→ **Prompt**: This exercise calls for a copy of every line in the listing below that carries the word "main".
---+---
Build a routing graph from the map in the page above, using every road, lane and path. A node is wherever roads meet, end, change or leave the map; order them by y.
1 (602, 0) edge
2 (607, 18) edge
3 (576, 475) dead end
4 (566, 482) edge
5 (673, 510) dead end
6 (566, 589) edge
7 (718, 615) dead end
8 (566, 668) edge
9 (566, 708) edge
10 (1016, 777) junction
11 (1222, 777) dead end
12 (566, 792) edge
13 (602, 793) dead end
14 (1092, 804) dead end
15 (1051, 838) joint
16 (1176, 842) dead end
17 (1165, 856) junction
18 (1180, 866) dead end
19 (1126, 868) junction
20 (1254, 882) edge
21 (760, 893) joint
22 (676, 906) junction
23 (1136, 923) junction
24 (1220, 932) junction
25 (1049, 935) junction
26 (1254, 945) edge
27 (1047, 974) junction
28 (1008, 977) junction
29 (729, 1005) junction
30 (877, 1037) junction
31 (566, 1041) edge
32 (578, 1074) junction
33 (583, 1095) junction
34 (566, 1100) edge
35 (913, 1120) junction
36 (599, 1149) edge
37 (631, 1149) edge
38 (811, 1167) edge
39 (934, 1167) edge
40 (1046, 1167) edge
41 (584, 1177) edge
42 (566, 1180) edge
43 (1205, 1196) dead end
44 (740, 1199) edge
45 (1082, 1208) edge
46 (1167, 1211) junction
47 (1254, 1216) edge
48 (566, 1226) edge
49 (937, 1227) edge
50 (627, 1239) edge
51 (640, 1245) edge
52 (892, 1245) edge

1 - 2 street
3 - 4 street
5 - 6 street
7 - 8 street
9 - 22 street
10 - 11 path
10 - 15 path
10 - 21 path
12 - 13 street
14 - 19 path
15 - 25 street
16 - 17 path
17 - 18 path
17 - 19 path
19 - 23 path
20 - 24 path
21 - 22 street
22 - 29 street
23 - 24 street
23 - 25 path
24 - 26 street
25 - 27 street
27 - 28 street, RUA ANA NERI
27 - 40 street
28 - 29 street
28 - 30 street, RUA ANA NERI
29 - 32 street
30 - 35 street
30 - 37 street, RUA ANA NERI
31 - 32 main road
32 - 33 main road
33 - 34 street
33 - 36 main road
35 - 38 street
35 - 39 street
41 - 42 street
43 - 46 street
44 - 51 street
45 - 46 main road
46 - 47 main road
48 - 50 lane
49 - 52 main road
---+---
→ **Output below**:
31 - 32 main road
32 - 33 main road
33 - 36 main road
45 - 46 main road
46 - 47 main road
49 - 52 main road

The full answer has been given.